England reached a World Cup semi-final, went 1-0 up on Argentina with almost half an hour still to play, and yet a 21-year-old midfielder who had earned his place in the squad by playing the best football of his career never left the bench.
Kobbie Mainoo did not kick a ball at the 2026 World Cup, no starts, no late cameos, not even a token appearance in seven games.
New details emerged by the Daily Mail and backed up by further coverage indicate that this was a deliberate, pre‑tournament coaching choice rather than a fitness or disciplinary issue.
Why Mainoo Lost Tuchel's Trust Before England's Second Group Game
In the week before England's second group game against Ghana on June 23, Declan Rice was struggling with a fitness issue. Mainoo trained in central midfield alongside Elliot Anderson, and the feeling within the camp was that he was in line to start.
Tuchel, however, was not convinced by Mainoo's performance in that session. He chose to start with Rice instead, despite the fitness concern, and kept Anderson as his partner. A separate report from The Athletic states that some within the England setup felt Mainoo had simply not done enough to earn Tuchel's trust.
A source close to the camp, however, pushed back, insisting Mainoo had trained well throughout the summer. The two accounts sit side by side without resolution. What is not in dispute is the outcome: Mainoo never made it onto the pitch.
He is the only midfielder in England’s squad not to have played a single minute, and every other outfield player, except for Trevoh Chalobah, who joined as an emergency injury replacement the day before the opening game, made at least one appearance.
Could Mainoo Have Changed England's Semi-Final?
Tuchel had an established first‑choice midfield partnership in Rice and Anderson, but England played seven games in all, reaching the semi‑finals. In a tournament of that length, opportunities to use squad depth were available.
When Rice's fitness deteriorated further, Tuchel turned to Eberechi Eze, Reece James, and Morgan Rogers to fill midfield roles rather than the specialist central midfielder sitting unused on the bench. None of those players operate naturally in that position.
Against Argentina, with England leading 1-0 and needing someone to control possession and protect the advantage, Tuchel sent on Ezri Konsa, Dan Burn and Nico O’Reilly.
Mainoo watched from the bench as Argentina equalised through Enzo Fernandez in the 85th minute and then won it via Lautaro Martinez in stoppage time.
Gary Neville, speaking on The Overlap after the defeat, summed up England's inability to manage the closing stages. "Honestly, we were absolutely dead on our feet," Neville said. "We couldn't get out of the box." Mainoo, one of England's most press-resistant midfielders, remained on the bench throughout.

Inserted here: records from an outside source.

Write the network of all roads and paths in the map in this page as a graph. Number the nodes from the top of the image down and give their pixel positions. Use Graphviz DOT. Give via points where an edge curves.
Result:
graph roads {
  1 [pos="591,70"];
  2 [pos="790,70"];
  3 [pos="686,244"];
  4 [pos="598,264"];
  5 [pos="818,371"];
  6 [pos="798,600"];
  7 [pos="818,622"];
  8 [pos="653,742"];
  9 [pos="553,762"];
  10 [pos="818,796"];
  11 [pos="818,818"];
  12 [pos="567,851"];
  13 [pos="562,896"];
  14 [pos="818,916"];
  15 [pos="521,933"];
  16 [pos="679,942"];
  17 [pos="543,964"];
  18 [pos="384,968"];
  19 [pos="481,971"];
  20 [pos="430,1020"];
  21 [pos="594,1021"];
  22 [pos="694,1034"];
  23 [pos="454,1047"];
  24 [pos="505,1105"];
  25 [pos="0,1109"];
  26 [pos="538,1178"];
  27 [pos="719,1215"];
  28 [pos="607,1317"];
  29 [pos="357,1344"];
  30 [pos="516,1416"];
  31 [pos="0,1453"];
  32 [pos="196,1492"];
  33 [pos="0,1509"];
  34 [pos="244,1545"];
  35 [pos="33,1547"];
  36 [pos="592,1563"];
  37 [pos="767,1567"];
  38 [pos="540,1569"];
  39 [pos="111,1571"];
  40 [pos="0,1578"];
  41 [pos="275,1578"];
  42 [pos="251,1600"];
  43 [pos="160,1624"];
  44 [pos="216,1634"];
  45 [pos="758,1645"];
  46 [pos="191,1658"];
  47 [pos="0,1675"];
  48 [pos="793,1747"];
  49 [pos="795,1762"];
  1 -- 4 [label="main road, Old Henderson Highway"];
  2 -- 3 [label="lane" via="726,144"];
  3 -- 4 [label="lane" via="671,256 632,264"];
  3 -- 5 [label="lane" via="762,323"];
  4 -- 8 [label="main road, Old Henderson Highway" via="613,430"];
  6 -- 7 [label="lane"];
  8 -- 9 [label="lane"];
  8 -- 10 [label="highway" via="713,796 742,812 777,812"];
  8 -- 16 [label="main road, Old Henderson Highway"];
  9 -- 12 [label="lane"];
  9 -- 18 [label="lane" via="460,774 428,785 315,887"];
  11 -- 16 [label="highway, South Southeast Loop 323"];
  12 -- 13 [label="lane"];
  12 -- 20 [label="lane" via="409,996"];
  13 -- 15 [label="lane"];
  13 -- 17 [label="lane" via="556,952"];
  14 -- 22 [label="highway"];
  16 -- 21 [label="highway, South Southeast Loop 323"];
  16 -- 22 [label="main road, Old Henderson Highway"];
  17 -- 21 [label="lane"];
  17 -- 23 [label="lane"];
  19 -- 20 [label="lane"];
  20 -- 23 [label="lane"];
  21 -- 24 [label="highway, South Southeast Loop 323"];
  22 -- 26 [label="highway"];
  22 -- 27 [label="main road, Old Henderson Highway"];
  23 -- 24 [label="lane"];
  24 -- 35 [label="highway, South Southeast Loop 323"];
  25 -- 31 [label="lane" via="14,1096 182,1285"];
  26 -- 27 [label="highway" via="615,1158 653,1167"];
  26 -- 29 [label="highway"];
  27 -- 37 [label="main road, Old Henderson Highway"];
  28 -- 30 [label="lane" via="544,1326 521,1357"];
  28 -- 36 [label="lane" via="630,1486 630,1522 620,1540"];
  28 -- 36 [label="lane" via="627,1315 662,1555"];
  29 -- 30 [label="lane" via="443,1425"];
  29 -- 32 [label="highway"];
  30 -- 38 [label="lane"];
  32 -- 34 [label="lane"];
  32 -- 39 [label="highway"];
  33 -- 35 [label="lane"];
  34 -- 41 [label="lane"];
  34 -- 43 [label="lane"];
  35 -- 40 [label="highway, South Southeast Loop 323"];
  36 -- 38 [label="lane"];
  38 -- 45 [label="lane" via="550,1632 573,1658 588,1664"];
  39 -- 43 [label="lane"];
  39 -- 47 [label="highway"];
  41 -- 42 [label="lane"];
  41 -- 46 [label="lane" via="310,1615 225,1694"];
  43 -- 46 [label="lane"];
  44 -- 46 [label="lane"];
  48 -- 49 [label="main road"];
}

Striver's Take: Is There Something These Coaches Are Seeing That We're Not?
Striver.football's own analysis raises a question that the Daily Mail and Athletic reports don't fully address.
Mainoo has just completed his Premier League season. He ranked among the top five performers in England's squad by output, breaking defensive lines and contributing defensively at a level that earned widespread recognition.
Striver's assessment, shared on social media, put it plainly: "Having watched him game in, game out, we think he's one of the best footballers in the league."
The tactical case for using him against compact, low-block opposition was clear. Several of England's tougher group games featured exactly that setup. Tuchel chose not to use him in any of them. What makes this harder to dismiss is the pattern.
Ruben Amorim also marginalised Mainoo at club level before Carrick reversed that decision entirely. Two managers, at two different levels, arriving at the same conclusion that something isn't right, is difficult to ignore.
As Striver put it: "It's twice now." That's the question no report has cleanly answered yet: is Mainoo being undervalued, or are coaches at the top level consistently seeing something the rest of us aren't?
Can Mainoo Still Become A Key Player For England?
Just two years ago, Mainoo started England's Euro 2024 final under Gareth Southgate. He was selected ahead of more experienced players, trusted on the biggest stage, and vindicated that faith with his performance.
His route back to the England squad this time came through Manchester United's end-of-season form under Michael Carrick, after struggling for minutes under Amorim. His performances earned him a Premier League Young Player of the Season nomination alongside his England recall.
Tuchel had publicly backed that resurgence. After recalling Mainoo to England's 35-man pre-tournament group, he described him as a "big part" of Manchester United's run under Michael Carrick.
Two months later, Mainoo made the final 26-man World Cup squad. Two months after that, he was on the plane home without having played a single minute.
Sky Sports reporter Rob Dorsett, who covered England throughout the tournament, noted that after almost every match, Mainoo was the first player to leave the dressing room, always alone, always with headphones on. He was not sulking, Dorsett noted, but he looked lost.
England will play France in the third-place play-off on Saturday, and there is still no guarantee Kobbie Mainoo will feature at all.